▶ [REQUIREMENT]:
The entries below are to be written out exactly, with no images included.

[Data extracted from a collection]
=== Section Start ===
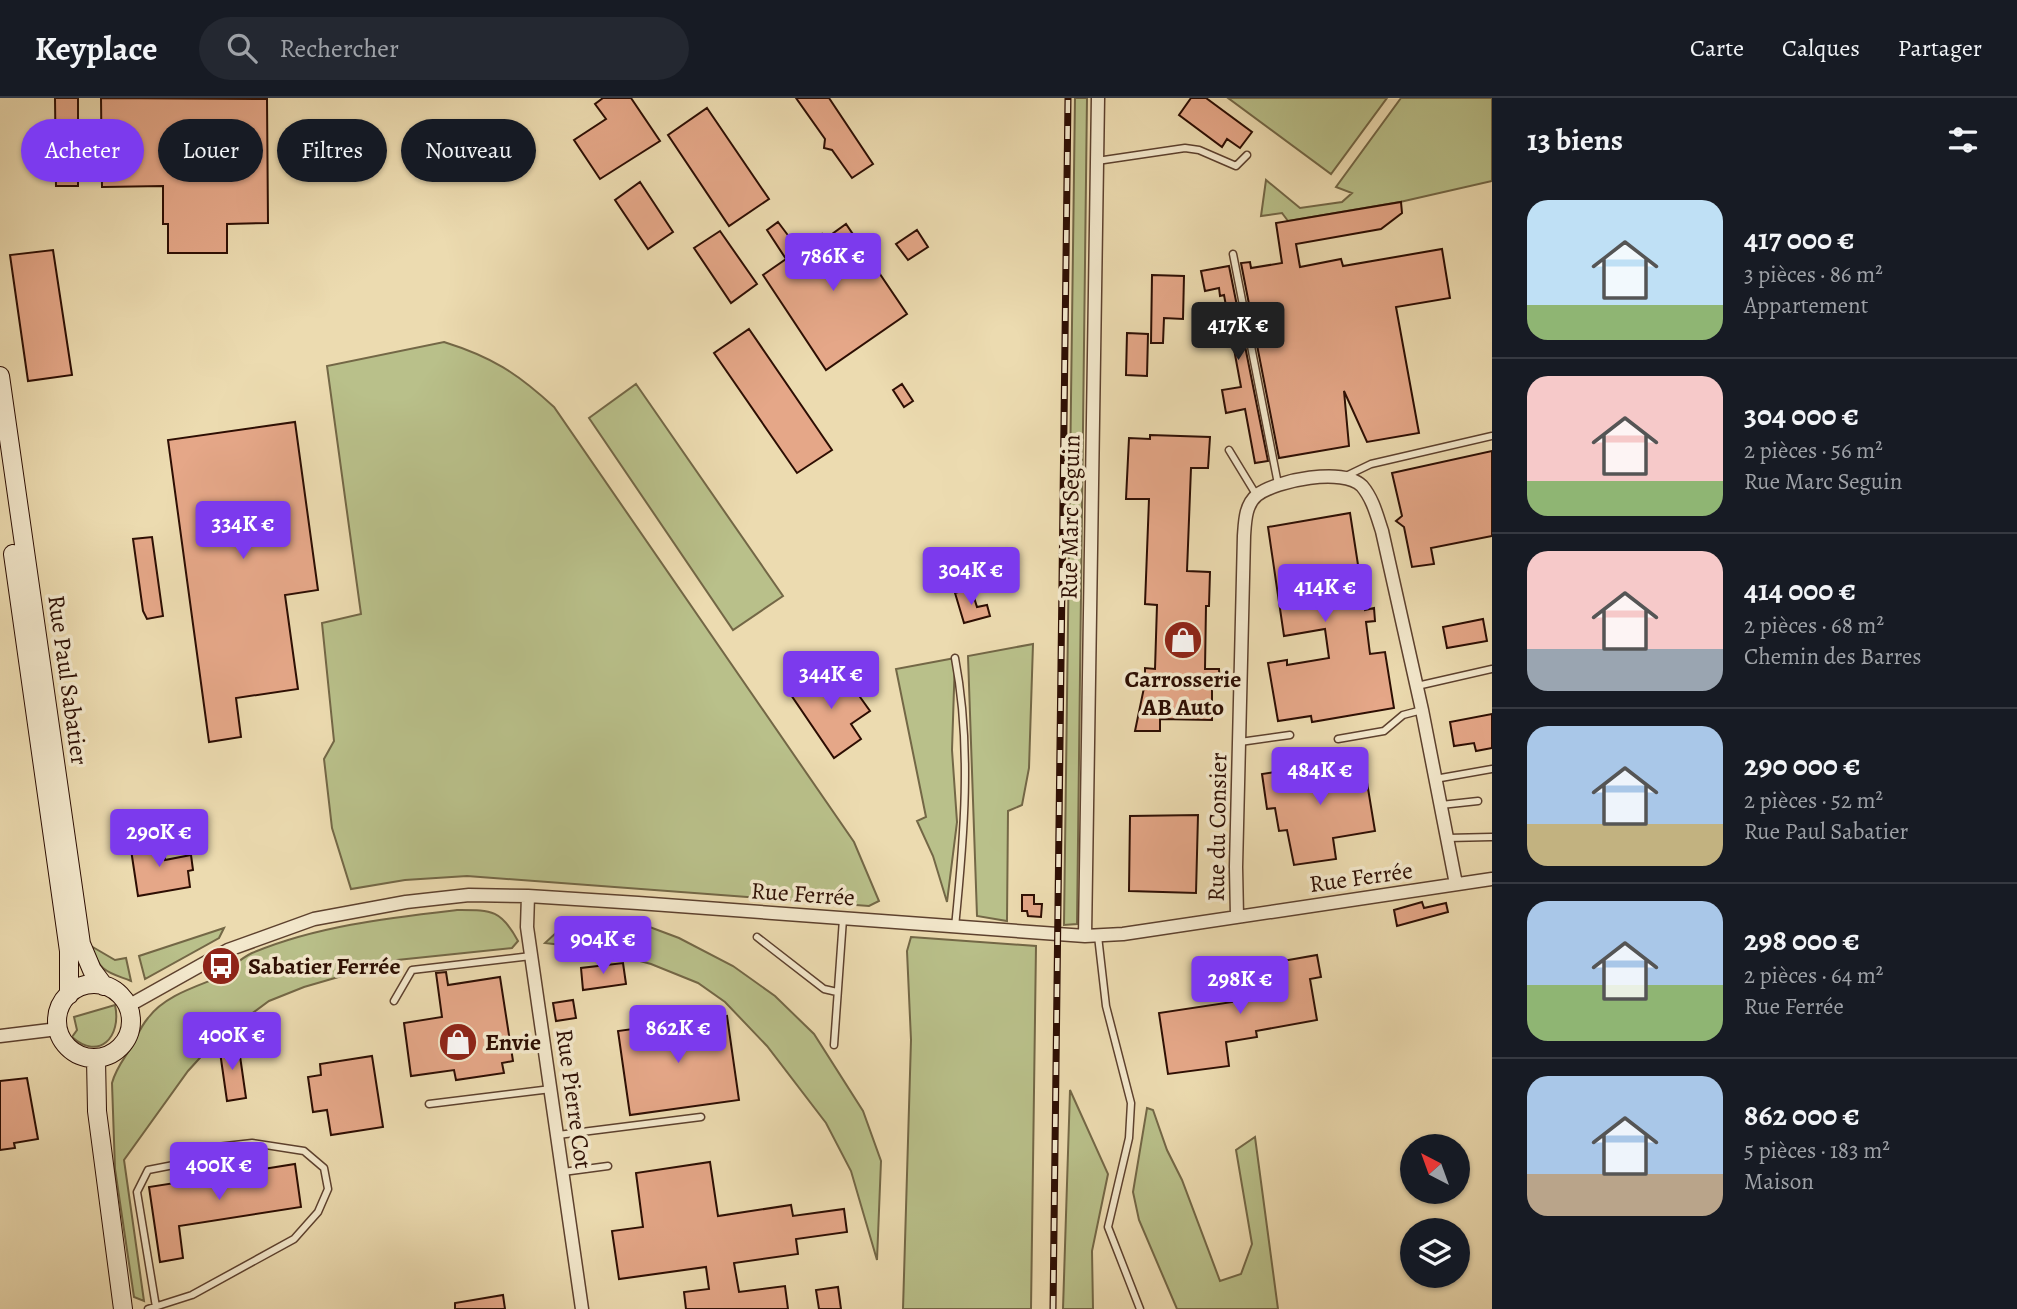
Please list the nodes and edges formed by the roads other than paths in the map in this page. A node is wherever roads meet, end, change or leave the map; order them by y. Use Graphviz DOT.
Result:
graph roads {
  1 [pos="1098,98"];
  2 [pos="1247,155"];
  3 [pos="1097,162"];
  4 [pos="1233,254"];
  5 [pos="0,376"];
  6 [pos="1492,436"];
  7 [pos="1229,450"];
  8 [pos="0,462"];
  9 [pos="1345,476"];
  10 [pos="1279,486"];
  11 [pos="1257,496"];
  12 [pos="956,658"];
  13 [pos="1492,669"];
  14 [pos="1417,687"];
  15 [pos="1422,710"];
  16 [pos="1290,735"];
  17 [pos="1338,739"];
  18 [pos="1240,741"];
  19 [pos="1492,769"];
  20 [pos="1435,779"];
  21 [pos="1478,801"];
  22 [pos="1441,804"];
  23 [pos="1491,837"];
  24 [pos="1447,838"];
  25 [pos="1492,879"];
  26 [pos="1456,884"];
  27 [pos="528,896"];
  28 [pos="1237,917"];
  29 [pos="843,919"];
  30 [pos="956,928"];
  31 [pos="1092,936"];
  32 [pos="757,937"];
  33 [pos="532,956"];
  34 [pos="104,986"];
  35 [pos="837,992"];
  36 [pos="69,995"];
  37 [pos="394,1001"];
  38 [pos="128,1006"];
  39 [pos="58,1029"];
  40 [pos="0,1036"];
  41 [pos="834,1045"];
  42 [pos="96,1058"];
  43 [pos="551,1089"];
  44 [pos="429,1104"];
  45 [pos="701,1117"];
  46 [pos="558,1135"];
  47 [pos="608,1166"];
  48 [pos="563,1172"];
  49 [pos="152,1308"];
  50 [pos="123,1309"];
  51 [pos="582,1309"];
  52 [pos="1140,1309"];
  1 -- 3 [label="street, Rue Marc Seguin"];
  2 -- 3 [label="lane"];
  3 -- 31 [label="street, Rue Marc Seguin"];
  4 -- 10 [label="lane"];
  5 -- 34 [label="main road, Rue Paul Sabatier"];
  6 -- 9 [label="lane"];
  7 -- 11 [label="lane"];
  8 -- 36 [label="main road, Rue Paul Sabatier"];
  9 -- 10 [label="street"];
  9 -- 14 [label="street"];
  10 -- 11 [label="street"];
  11 -- 18 [label="street, Rue du Consier"];
  12 -- 30 [label="lane"];
  13 -- 14 [label="lane"];
  14 -- 15 [label="street"];
  15 -- 17 [label="lane"];
  15 -- 20 [label="street"];
  16 -- 18 [label="lane"];
  18 -- 28 [label="street, Rue du Consier"];
  19 -- 20 [label="lane"];
  20 -- 22 [label="street"];
  21 -- 22 [label="lane"];
  22 -- 24 [label="street"];
  23 -- 24 [label="lane"];
  24 -- 26 [label="street"];
  25 -- 26 [label="street, Rue Ferrée"];
  26 -- 28 [label="street, Rue Ferrée"];
  27 -- 29 [label="street, Rue Ferrée"];
  27 -- 33 [label="street, Rue Pierre Cot"];
  27 -- 38 [label="street, Rue Ferrée"];
  28 -- 31 [label="street, Rue Ferrée"];
  29 -- 30 [label="street, Rue Ferrée"];
  29 -- 35 [label="lane"];
  30 -- 31 [label="street, Rue Ferrée"];
  31 -- 52 [label="lane"];
  32 -- 35 [label="lane"];
  33 -- 37 [label="lane"];
  33 -- 43 [label="street, Rue Pierre Cot"];
  34 -- 36 [label="main road"];
  34 -- 38 [label="main road"];
  35 -- 41 [label="lane"];
  36 -- 39 [label="main road"];
  38 -- 42 [label="main road"];
  39 -- 40 [label="street"];
  39 -- 42 [label="main road"];
  42 -- 50 [label="main road"];
  43 -- 44 [label="lane"];
  43 -- 46 [label="street, Rue Pierre Cot"];
  45 -- 46 [label="lane"];
  46 -- 48 [label="street, Rue Pierre Cot"];
  47 -- 48 [label="lane"];
  48 -- 51 [label="street, Rue Pierre Cot"];
  49 -- 49 [label="lane"];
}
=== Section End ===
▶ [RESULT OF THE TASK]:
Please list the nodes and edges formed by the roads other than paths in the map in this page. A node is wherever roads meet, end, change or leave the map; order them by y. Use Graphviz DOT.
Result:
graph roads {
  1 [pos="1098,98"];
  2 [pos="1247,155"];
  3 [pos="1097,162"];
  4 [pos="1233,254"];
  5 [pos="0,376"];
  6 [pos="1492,436"];
  7 [pos="1229,450"];
  8 [pos="0,462"];
  9 [pos="1345,476"];
  10 [pos="1279,486"];
  11 [pos="1257,496"];
  12 [pos="956,658"];
  13 [pos="1492,669"];
  14 [pos="1417,687"];
  15 [pos="1422,710"];
  16 [pos="1290,735"];
  17 [pos="1338,739"];
  18 [pos="1240,741"];
  19 [pos="1492,769"];
  20 [pos="1435,779"];
  21 [pos="1478,801"];
  22 [pos="1441,804"];
  23 [pos="1491,837"];
  24 [pos="1447,838"];
  25 [pos="1492,879"];
  26 [pos="1456,884"];
  27 [pos="528,896"];
  28 [pos="1237,917"];
  29 [pos="843,919"];
  30 [pos="956,928"];
  31 [pos="1092,936"];
  32 [pos="757,937"];
  33 [pos="532,956"];
  34 [pos="104,986"];
  35 [pos="837,992"];
  36 [pos="69,995"];
  37 [pos="394,1001"];
  38 [pos="128,1006"];
  39 [pos="58,1029"];
  40 [pos="0,1036"];
  41 [pos="834,1045"];
  42 [pos="96,1058"];
  43 [pos="551,1089"];
  44 [pos="429,1104"];
  45 [pos="701,1117"];
  46 [pos="558,1135"];
  47 [pos="608,1166"];
  48 [pos="563,1172"];
  49 [pos="152,1308"];
  50 [pos="123,1309"];
  51 [pos="582,1309"];
  52 [pos="1140,1309"];
  1 -- 3 [label="street, Rue Marc Seguin"];
  2 -- 3 [label="lane"];
  3 -- 31 [label="street, Rue Marc Seguin"];
  4 -- 10 [label="lane"];
  5 -- 34 [label="main road, Rue Paul Sabatier"];
  6 -- 9 [label="lane"];
  7 -- 11 [label="lane"];
  8 -- 36 [label="main road, Rue Paul Sabatier"];
  9 -- 10 [label="street"];
  9 -- 14 [label="street"];
  10 -- 11 [label="street"];
  11 -- 18 [label="street, Rue du Consier"];
  12 -- 30 [label="lane"];
  13 -- 14 [label="lane"];
  14 -- 15 [label="street"];
  15 -- 17 [label="lane"];
  15 -- 20 [label="street"];
  16 -- 18 [label="lane"];
  18 -- 28 [label="street, Rue du Consier"];
  19 -- 20 [label="lane"];
  20 -- 22 [label="street"];
  21 -- 22 [label="lane"];
  22 -- 24 [label="street"];
  23 -- 24 [label="lane"];
  24 -- 26 [label="street"];
  25 -- 26 [label="street, Rue Ferrée"];
  26 -- 28 [label="street, Rue Ferrée"];
  27 -- 29 [label="street, Rue Ferrée"];
  27 -- 33 [label="street, Rue Pierre Cot"];
  27 -- 38 [label="street, Rue Ferrée"];
  28 -- 31 [label="street, Rue Ferrée"];
  29 -- 30 [label="street, Rue Ferrée"];
  29 -- 35 [label="lane"];
  30 -- 31 [label="street, Rue Ferrée"];
  31 -- 52 [label="lane"];
  32 -- 35 [label="lane"];
  33 -- 37 [label="lane"];
  33 -- 43 [label="street, Rue Pierre Cot"];
  34 -- 36 [label="main road"];
  34 -- 38 [label="main road"];
  35 -- 41 [label="lane"];
  36 -- 39 [label="main road"];
  38 -- 42 [label="main road"];
  39 -- 40 [label="street"];
  39 -- 42 [label="main road"];
  42 -- 50 [label="main road"];
  43 -- 44 [label="lane"];
  43 -- 46 [label="street, Rue Pierre Cot"];
  45 -- 46 [label="lane"];
  46 -- 48 [label="street, Rue Pierre Cot"];
  47 -- 48 [label="lane"];
  48 -- 51 [label="street, Rue Pierre Cot"];
  49 -- 49 [label="lane"];
}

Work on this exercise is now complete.